Redundant tests are worse than no tests

Every test is code you maintain. A test that duplicates another test's coverage adds maintenance cost with zero confidence gain. When implementation changes, you fix N tests instead of 1.

Test the contract, not the wiring

A hook's contract: "given these inputs, produce these outputs/effects." How it wires state, refs, and effects internally is not the contract.

Implementation detail detector

If a test name contains "should call" followed by an internal function name, it's probably testing implementation.

Decision Tree

For every test case, ask:

Is this testing behavior a user/consumer would notice?
  |-- Yes -> Is there another test covering the same behavior?
  |     |-- Yes -> Merge or remove the weaker one
  |     |-- No  -> Keep as-is
  |-- No  -> Is it testing an internal/implementation detail?
        |-- Yes -> Remove or rewrite to test the observable behavior instead
        |-- Not sure -> Would this test break on a refactor that doesn't
                        change behavior?
                         |-- Yes -> It's implementation-detail testing.
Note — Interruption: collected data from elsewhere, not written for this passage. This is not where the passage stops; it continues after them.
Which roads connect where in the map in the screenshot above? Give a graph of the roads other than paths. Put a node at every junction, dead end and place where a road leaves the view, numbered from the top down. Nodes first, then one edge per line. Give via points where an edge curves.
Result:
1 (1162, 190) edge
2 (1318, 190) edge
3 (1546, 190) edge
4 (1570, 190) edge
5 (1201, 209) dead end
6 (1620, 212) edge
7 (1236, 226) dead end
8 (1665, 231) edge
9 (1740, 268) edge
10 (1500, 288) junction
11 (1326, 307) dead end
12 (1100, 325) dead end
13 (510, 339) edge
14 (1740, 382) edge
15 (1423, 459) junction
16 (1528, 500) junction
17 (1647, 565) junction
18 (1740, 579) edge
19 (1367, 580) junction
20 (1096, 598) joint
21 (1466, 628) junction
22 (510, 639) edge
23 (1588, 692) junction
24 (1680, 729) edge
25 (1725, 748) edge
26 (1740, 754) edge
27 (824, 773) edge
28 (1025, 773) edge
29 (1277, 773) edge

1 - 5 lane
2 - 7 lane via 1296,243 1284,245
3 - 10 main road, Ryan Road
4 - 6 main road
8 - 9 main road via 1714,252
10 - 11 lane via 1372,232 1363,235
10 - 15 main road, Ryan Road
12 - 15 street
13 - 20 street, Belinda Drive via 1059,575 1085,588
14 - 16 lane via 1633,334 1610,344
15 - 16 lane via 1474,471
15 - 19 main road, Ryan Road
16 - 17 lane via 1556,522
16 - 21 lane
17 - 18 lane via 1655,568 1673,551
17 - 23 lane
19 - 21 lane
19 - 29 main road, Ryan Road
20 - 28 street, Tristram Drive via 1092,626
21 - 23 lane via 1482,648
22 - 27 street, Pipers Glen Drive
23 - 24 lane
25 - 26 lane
Remove.
                         |-- No  -> Keep

Mocking Discipline

  • NEVER use vi.mock() or jest.mock() for internal modules. Import the real module.
  • If the real implementation works in the test environment, use it.
  • When mocking is justified (e.g., ResizeObserver in jsdom), mock the minimum — don't mock the entire module when you only need one function.
  • Legitimate mock targets: fetch/network, fs (filesystem), timers, canvas, IntersectionObserver, ResizeObserver.

Test Structure Rules

  • Prefer userEvent over fireEventuserEvent simulates real browser behavior
  • No overengineered setup/teardown — beforeEach should only contain truly shared setup (timer mocking, observer polyfills)
  • No unnecessary wrapper components — render components directly unless they require a provider
  • Test names describe behavior, not implementation:
    • Bad: "should call setState with new value"
    • Good: "updates the display when user types"
  • No snapshot tests unless testing serialization output
  • Colocate tests with source: stamp-card.test.tsx next to stamp-card.tsx

Anti-Patterns Checklist

When reviewing or auditing tests, check for:

  • Duplicate test cases — two tests covering the same behavior through different assertions
  • Re-testing upstream behavior — behavior already tested in its own test file
  • Assertions on internal state — hook return values that consumers don't use directly
  • Assertions on call counttoHaveBeenCalledTimes(1) when count isn't the contract
  • Spying on internal methodsvi.spyOn on functions that aren't public API
  • Mocking internal modulesvi.mock() for modules that work in test env
  • Overengineered setupbeforeEach doing what each test does anyway
  • Missing error/edge cases — empty input, null/undefined, boundary values, cleanup on unmount
  • Missing accessibility assertions — ARIA attributes, keyboard navigation, focus management

What NOT to Test

  • Pure type files, constants, or re-export index files
  • Thin wrappers that delegate to tested functions
  • Pure styling wrappers with no logic (CVA variants, styled-components with no conditionals)
  • Framework behavior (useState works, useEffect fires on mount)

The goal is fewer, better tests — not more tests.